Quarantine workers disinfect the interior of a subway car at the depot in Seongdong District, eastern Seoul, on Wednesday. [YONHAP]
Seoul Mayor Park, however, didn’t rule out the possibility that the Christian sect was the source of the infections, saying Wednesday that a list of Shincheonji adherents in Seoul, which his office received from the church, was not believed to be the full list, implying that the church omitted some worshippers on purpose.
Local officials counted 64 cases of the coronavirus linked to the Sindorim call center as of 2 p.m. Tuesday, and that figure rose to 93 at 10 a.m. Wednesday. Of that figure, Seoul residents accounted for 65 people, while the rest were from the neighboring city of Incheon or the province of Gyeonggi.
Of Seoul’s 65 cases, 50 were identified as employees of the call center who live in various parts of Seoul, while 15 were said to have had close contact with them, such as their relatives. Thirteen live in Guro District, the highest among Seoul’s 25 districts.
Of the 28 cases outside of Seoul connected to the call center, 15 live in Incheon while 13 live in Gyeonggi, health officials said.
At least 70 cases of the 93 in total are employees of the call center who all worked on the 11th floor of the 19-story Korea Building, and no infections have been traced yet to the seventh, eighth and ninth floors, which were also used by the call center, though virus tests are ongoing for every employee on all four floors.
Park said there were 207 workers on the 11th floor and 550 workers on the seventh through ninth floors.
Operated by Metanet Mplatform, which specializes in outsourced customer call services, the call center provided customer services for ACE Insurance Korea, which is part of the global insurance group Chubb.
The close seating at the call center plus the fact that the workers spent most of their 9 a.m. to 6 p.m. shifts talking are believed to be factors in why so many workers became infected. Government officials said most workers didn’t wear face masks inside the office.
Officials from the KCDC and Nowon District Office in northern Seoul said the first patient diagnosed at the call center was a 55-year-old Korean woman who lives in Nowon and doesn’t appear to have any links to the Shincheonji religion or visited China or Daegu or North Gyeongsang recently.
According to health officials, the patient, who works at the call center, felt a cold come on last Friday and tested positive for the virus on Sunday. Upon learning that the patient works in Guro District, the Guro District Office informed the call center to quarantine all its workers in their homes, get them tested and shut down the office.

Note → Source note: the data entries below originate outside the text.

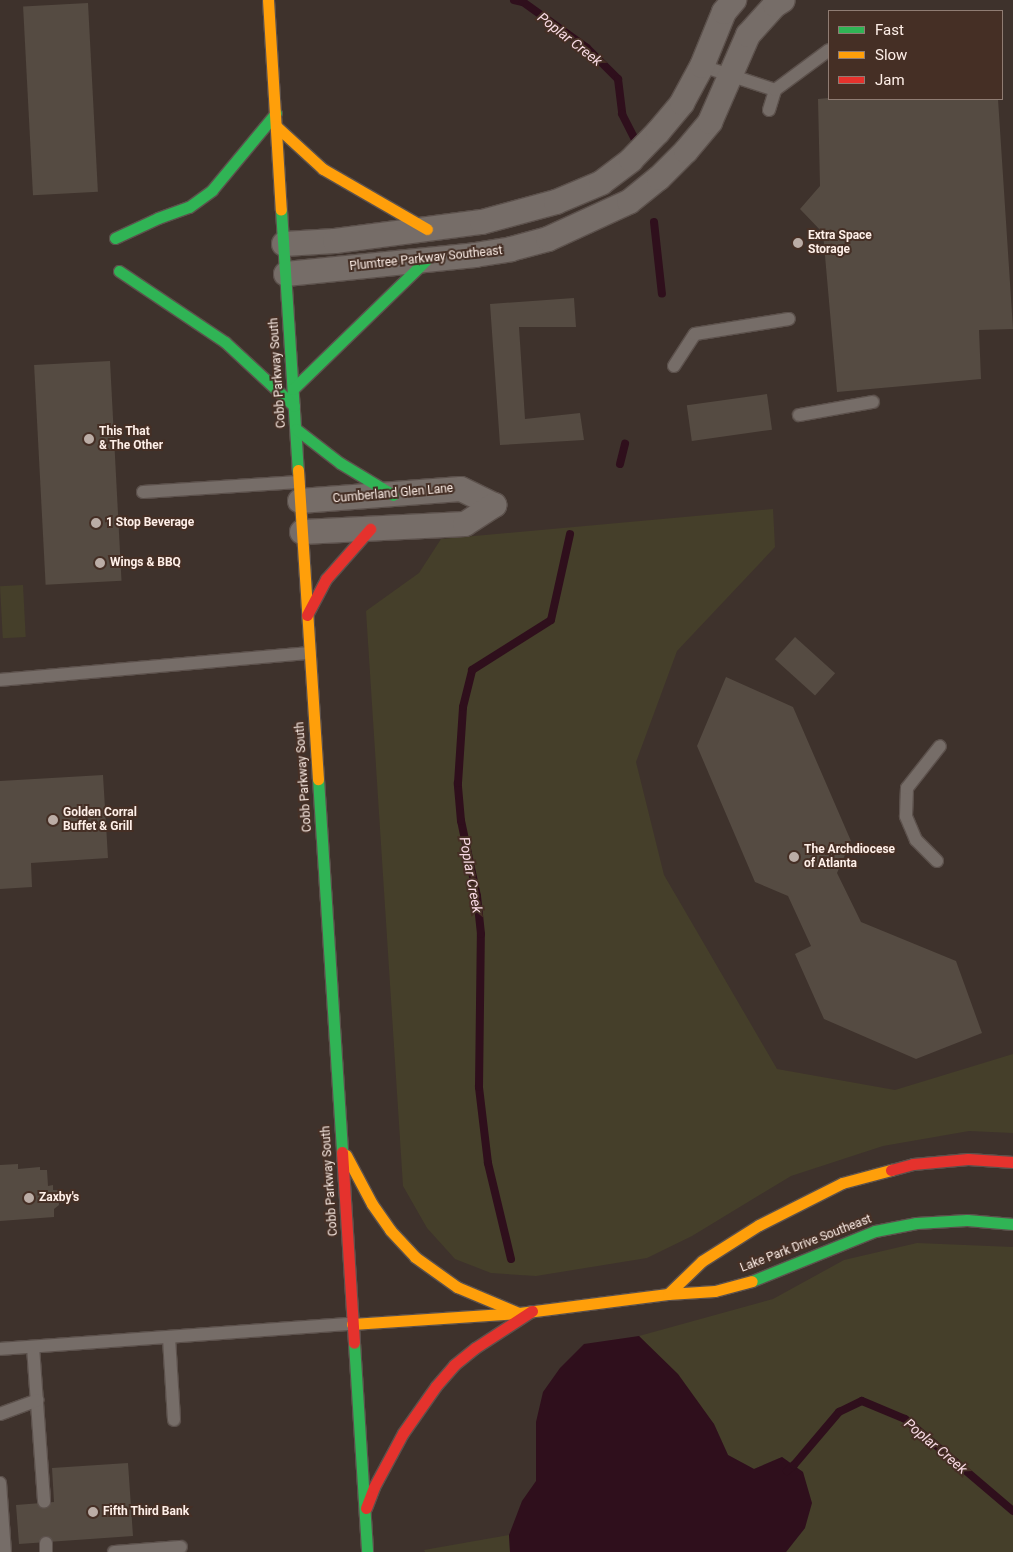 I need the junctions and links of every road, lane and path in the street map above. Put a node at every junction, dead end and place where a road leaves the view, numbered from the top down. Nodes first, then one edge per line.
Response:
1 (268, 0) edge
2 (734, 0) edge
3 (783, 0) edge
4 (828, 51) edge
5 (702, 66) junction
6 (729, 77) junction
7 (775, 90) junction
8 (769, 110) dead end
9 (276, 114) junction
10 (276, 126) junction
11 (427, 229) junction
12 (115, 238) dead end
13 (284, 244) junction
14 (426, 260) junction
15 (119, 271) dead end
16 (286, 274) junction
17 (789, 319) dead end
18 (674, 366) dead end
19 (293, 389) junction
20 (874, 402) dead end
21 (294, 406) junction
22 (799, 415) dead end
23 (296, 429) junction
24 (143, 492) dead end
25 (300, 492) junction
26 (394, 495) junction
27 (370, 529) junction
28 (302, 532) junction
29 (308, 615) junction
30 (310, 653) junction
31 (0, 680) edge
32 (940, 746) dead end
33 (937, 861) dead end
34 (341, 1147) junction
35 (1013, 1162) edge
36 (1013, 1224) edge
37 (668, 1294) junction
38 (532, 1311) junction
39 (519, 1313) junction
40 (352, 1324) junction
41 (169, 1338) junction
42 (33, 1347) junction
43 (0, 1349) edge
44 (38, 1400) junction
45 (0, 1414) edge
46 (174, 1420) dead end
47 (0, 1484) edge
48 (44, 1502) dead end
49 (364, 1511) junction
50 (1, 1537) edge
51 (182, 1547) dead end
52 (5, 1552) edge
53 (114, 1552) edge
54 (367, 1552) edge

1 - 9 main road, Cobb Parkway South
2 - 5 street
3 - 6 street, Plumtree Parkway Southeast
4 - 7 lane
5 - 6 lane
5 - 11 street
6 - 7 lane
6 - 14 street, Plumtree Parkway Southeast
7 - 8 lane
9 - 10 main road, Cobb Parkway South
9 - 12 main road
10 - 11 main road
10 - 13 main road, Cobb Parkway South
11 - 13 street
13 - 16 main road, Cobb Parkway South
14 - 16 street, Plumtree Parkway Southeast
14 - 19 main road
15 - 21 main road
16 - 19 main road, Cobb Parkway South
17 - 18 lane
19 - 21 main road, Cobb Parkway South
20 - 22 lane
21 - 23 main road, Cobb Parkway South
23 - 25 main road, Cobb Parkway South
23 - 26 main road
24 - 25 lane
25 - 26 street, Cumberland Glen Lane
25 - 28 main road, Cobb Parkway South
26 - 27 street, Cumberland Glen Lane
27 - 28 street, Cumberland Glen Lane
27 - 29 main road
28 - 29 main road, Cobb Parkway South
29 - 30 main road, Cobb Parkway South
30 - 31 lane
30 - 34 main road, Cobb Parkway South
32 - 33 lane
34 - 39 main road
34 - 40 main road, Cobb Parkway South
35 - 37 main road
36 - 37 main road, Lake Park Drive Southeast
37 - 38 main road, Lake Park Drive Southeast
38 - 39 main road, Lake Park Drive Southeast
38 - 49 main road
39 - 40 main road, Lake Park Drive Southeast
40 - 41 lane
40 - 49 main road, Cobb Parkway South
41 - 42 lane
41 - 46 lane
42 - 43 lane
42 - 44 lane
44 - 45 lane
44 - 48 lane
47 - 50 lane
49 - 54 main road, Cobb Parkway South
50 - 52 lane
51 - 53 lane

Seoul Mayor Park said Wednesday on the radio show there were 417 call centers in Seoul and 745 in total throughout the nation. He said their work environments made employees particularly vulnerable to transmissions of the virus. The mayor said there are 413 employees at the 120 Dasan Seoul Call Center, which is run by the Seoul Metropolitan Government, and that starting next week, half will work from home.
Officials on the southern resort island of Jeju scrambled to perform contact tracing for a middle-aged female worker at the call center Wednesday when it was revealed she visited Jeju last Saturday for about 12 hours.
That woman, who tested positive for the coronavirus on Tuesday, was said to have taken Asiana Airlines Flight 8915 from Gimpo International Airport in Seoul at 8:45 a.m. Saturday and visited several places in Jeju on a public city bus before returning to Seoul at 9:10 p.m. on Asiana Airlines Flight 8996.